Some time ago I read Mark Andrejevic's wonderful book iSpy: Surveillance and Power in the Interactive Era (University Press of Kansas, 2007). Ever since I've been preoccupied with an idea he introduces there: "the recession of causality." Mark borrows the phrase from Thomas L. Haskell, who uses it to describe the experiential change in scale that accompanies the rise of indistrial socieities. In a nutshell, as populations grow and spread out, and as socieities become increasingly complex, it becomes ever more difficult to determine why something happens. In other words, the causes of something happening here always seem to come from some generalized--perhaps unascertainable--elsewhere.
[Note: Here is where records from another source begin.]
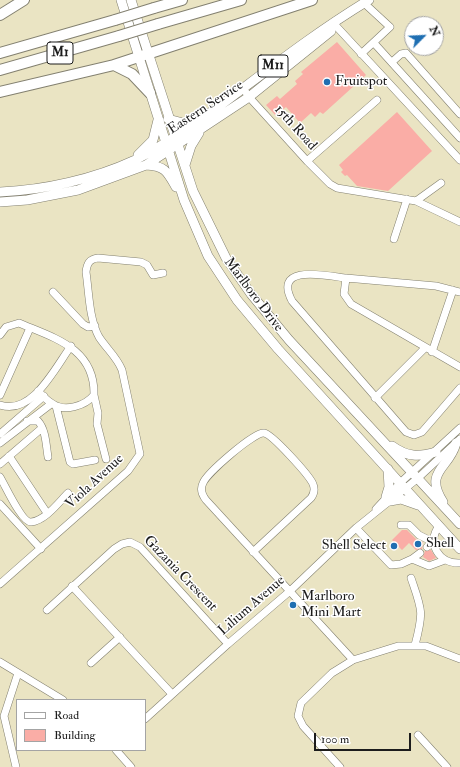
<!DOCTYPE html>
<style>
body{margin:0}
#map{position:relative;width:460px;height:767px;overflow:hidden;background:#eae4c3;font-family:"IM FELL Double Pica",serif}
canvas{display:block}
.legend{position:absolute;left:16px;top:699px;width:130px;height:52px;box-sizing:border-box;background:#fff;border:1px solid #a4a4a4;margin:0;padding:5px 7px;list-style:none;font-size:12px;color:#1c1c1c}
.legend li{display:flex;align-items:center;gap:8px;height:20px}
.legend b{width:20px;border:1px solid #a4a4a4}
.north{position:absolute;left:404px;top:16px;width:40px;height:40px;box-sizing:border-box;background:#fff;border:1px solid #a4a4a4;border-radius:50%;rotate:66deg;font-size:11px;font-weight:700;line-height:16px;text-align:center;color:#1c1c1c}
.north::after{content:'';display:block;margin:auto;width:14px;height:18px;background:#1f6fb2;clip-path:polygon(50% 0,100% 100%,50% 72%,0 100%)}
.scale{position:absolute;left:314px;top:733px;width:97px;height:18px;box-sizing:border-box;border:2px solid #1c1c1c;border-top:0;padding-left:5px;font-size:12px;line-height:14px;white-space:nowrap;color:#1c1c1c;-webkit-text-stroke:3px #fff;paint-order:stroke}
</style>
<div id="map">
<canvas width="460" height="767"></canvas>
<ul class="legend">
<li><b style="height:5px;background:#fff"></b>Road</li>
<li><b style="height:11px;background:#faada6"></b>Building</li>
</ul>
<div class="north">N</div>
<div class="scale">100 m</div>
</div>
<script>
const context = document.querySelector('canvas').getContext('2d');
context.lineJoin = 'round';
function paint(path, color) { context.fillStyle = color; context.fill(path, 'evenodd'); }
function trace(path, color, width, dash) { context.strokeStyle = color; context.lineWidth = width; context.lineCap = dash ? 'butt' : 'round'; context.setLineDash(dash || []); context.stroke(path); }
function write(font, color, halo, rows, align = 'center') {
  context.font = font + ' "IM FELL Double Pica",serif'; context.lineWidth = 3; context.setLineDash([]); context.textBaseline = 'middle'; context.strokeStyle = halo; context.fillStyle = color; for (const [text, x, y, turn = 0] of rows) {
    context.save(); context.translate(x, y); context.rotate((+turn || 0) * Math.PI / 180); context.textAlign = isNaN(turn) ? turn : align; if (halo) context.strokeText(text, 0, 0); context.fillText(text, 0, 0); context.restore();
  }
}
const building = new Path2D(`
 M337,42l29,33 -43,39 -3,-2 -5,5 -4,-4 -11,10 -14,-16 -10,9 -10,-11 11,-9 3,3 17,-15 -2,-3 8,-7 -2,-2z
 M397,112l35,39 -44,40 -31,-5 -10,-11 -2,1 -4,-4 2,-2 -4,-5z
 M402,530h5l9,9 7,3 -1,7 -6,1 -7,-7 -7,7 -10,-10z
 M431,550l5,8 -7,3 -6,-4 2,-6z`);
const minor = new Path2D(`
 M336,26l124,134
 M374,43l86,95
 M361,54l29,-27 -26,-24
 M392,62l9,-8 5,-1 54,61
 M243,88l6,9 58,64 23,23 7,4 79,13 25,-18
 M307,161l70,-61
 M416,201l44,21
 M394,239l13,-40
 M346,278l90,8 24,6
 M53,292l30,32 5,3 7,-1
 M0,335l6,-8 13,-4c35,15 76,25 75,72 -9,11 -29,17 -41,9 -6,-3 -10,-8 -15,-13
 M432,352l21,-62
 M460,367l-109,-63 -7,-10 2,-16c-18,-2 -74,-15 -54,23l114,131 8,3 8,-3 38,-44
 M0,395l30,-67
 M94,395l4,18 -1,11 9,35
 M375,398l50,-50
 M0,405c32,11 55,-37 71,-59
 M56,406l14,56 3,2 22,-4
 M27,421h11c8,9 8,24 10,36
 M0,434l44,-38
 M0,443l51,-39
 M9,456l38,57
 M0,464l42,-36
 M0,477c5,8 22,46 31,45 14,-1 28,-20 37,-29
 M0,504l41,45
 M376,509l24,-26 60,-55
 M401,525h8l10,10 14,7 -6,5
 M439,526c-13,17 0,38 21,37
 M356,528l35,37 10,-1 11,-5 17,7 16,-6
 M253,552l58,-54c3,-4 4,-9 2,-14 -4,-9 -41,-50 -49,-51 -10,-1 -57,40 -61,50 -3,6 -1,12 3,17l147,160
 M412,559l8,-6
 M411,578c11,32 13,33 4,67
 M0,584l128,-113 12,-17 -18,-84c-5,-13 -16,-22 -23,-33 -10,-18 -10,-45 -13,-65 1,-8 3,-13 12,-14l43,4 6,3 6,10 10,-2
 M72,586l100,108
 M47,610l67,-61 8,-5 8,-2 10,5 88,97
 M0,662l63,38
 M91,663l29,-26
 M145,719l83,-75 62,-53 66,-63 61,-49 43,-40
 M418,735l29,32
 M116,750l15,17
 M16,767l-12,-51 14,-43
 M340,767l-37,-41 -5,-10 3,-13 31,-30 21,-13 45,-14h28l34,13`);
const major = new Path2D(`
 M121,0l63,200 24,56 29,44 41,49 182,200
 M131,0l62,191 33,67 25,36 38,46 171,184
 M168,119l15,4h13
 M138,155l15,-15 5,-20
 M146,165c19,1 21,6 30,22
 M185,165l6,-19 8,-13
 M0,192c45,-2 94,-13 135,-32 40,-20 75,-47 111,-74 40,-30 80,-60 123,-86
 M0,202l27,-2 51,-10 68,-25 103,-68 82,-66
 M392,446c15,11 27,11 44,6
 M386,497l3,-10 -1,-18
 M390,501l11,-2 17,6
 M443,502c-20,-31 7,-34 13,-59`);
const highway = new Path2D(`
 M154,8l28,-8
 M0,15l24,-15
 M158,24l83,-24
 M0,53l115,-33
 M114,65l18,9 18,19
 M0,70l119,-34
 M0,92l114,-27 198,-65`);
const highwayBridge = new Path2D(`
 M115,20l39,-12
 M119,36l39,-12`);
const markers = [
 [327,82,4,"#1f6fb2"],
 [418,544,4,"#1f6fb2"],
 [394,546,4,"#1f6fb2"],
 [293,605,4,"#1f6fb2"]
];
const shields = [
 [60,53,26],
 [273,66,30]
];
const shieldNames = [
 ["M1",60,53],
 ["M11",273,66]
];
const poiNames = [
 ["Fruitspot",335,82],
 ["Shell",426,544],
 ["Shell Select",386,546,"right"],
 ["Marlboro",301,597],
 ["Mini Mart",301,613]
];
const streetNames = [
 ["Eastern Service",206,108,-33],
 ["15th Road",295,128,48],
 ["Marlboro Drive",253,295,53],
 ["Viola Avenue",95,482,-43],
 ["Gazania Crescent",180,574,46],
 ["Lilium Avenue",252,606,-41]
];
paint(building, '#faada6');
trace(minor, '#838070', 8);
trace(major, '#838070', 10);
trace(highway, '#838070', 12);
trace(minor, '#fff', 7);
trace(major, '#fff', 9);
trace(highway, '#fff', 10);
trace(highwayBridge, '#838070', 12, []);
trace(highwayBridge, '#fff', 10);
for (const [x, y, r, color] of markers) { const dot = new Path2D(); dot.arc(x, y, r, 0, 2 * Math.PI); context.fillStyle = color; context.fill(dot); trace(dot, '#fff', 1.5); }
for (const [x, y, w] of shields) { const box = new Path2D(); box.roundRect(x - w / 2, y - 11, w, 22, 3); context.fillStyle = '#fff'; context.fill(box); trace(box, '#1c1c1c', 1); }
write('bold 13px', '#1c1c1c', null, shieldNames);
write('14px', '#1c1c1c', '#fff', poiNames, 'left');
write('14px', '#1c1c1c', '#fff', streetNames);
</script>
Causality recedes, as if with the outgoing tide.
I've also been doing some reading on the topic of "self-organizing systems." From my sniffing around I gather a major proponent of the idea was the economist Friedrich Hayek, who coined the term "catallaxy" decades ago to characterize the self-organizing properties of markets. More recent books, ranging from James Surowiecki's The Wisdom of Crowds to Pierre Lévy's Collective Intelligence and beyond, build upon and extend the idea, whether paying homage to Hayek or not. (Of course there are other lines one might follow here as well, from Adam Smith's The Wealth of Nations, Gabriel Tarde's The Laws of Imitation, or Thorstein Veblen's Theory of the Leisure Class.)
My question is this: do "systems"--be they markets, traffic patterns, the internet, or what have you--truly self-organize, or come togther orginically, emergently? Or do claims such as these actually evidence the accuracy of Haskell's insight, namely, that today causes seem so remote that many researchers have simply given up looking for them?
I'm intrigued by, but increasingly doubt, the idea of self-organizing systems, for reasons implicit in the latter question. I should add that this is only speculative doubt at this point, as I haven't undertaken the sort of research that would disprove the supposedly self-organizing properties of social, economic, or communicative systems. But that does raise a further, methodological question: how would one go about undertaking that type of research? How, in other words, would one chronicle causes in an age of diffuse, recessive causality?
My initial response is to begin thinking along the lines of symbolic interactionism, but that will have to be a post for another time.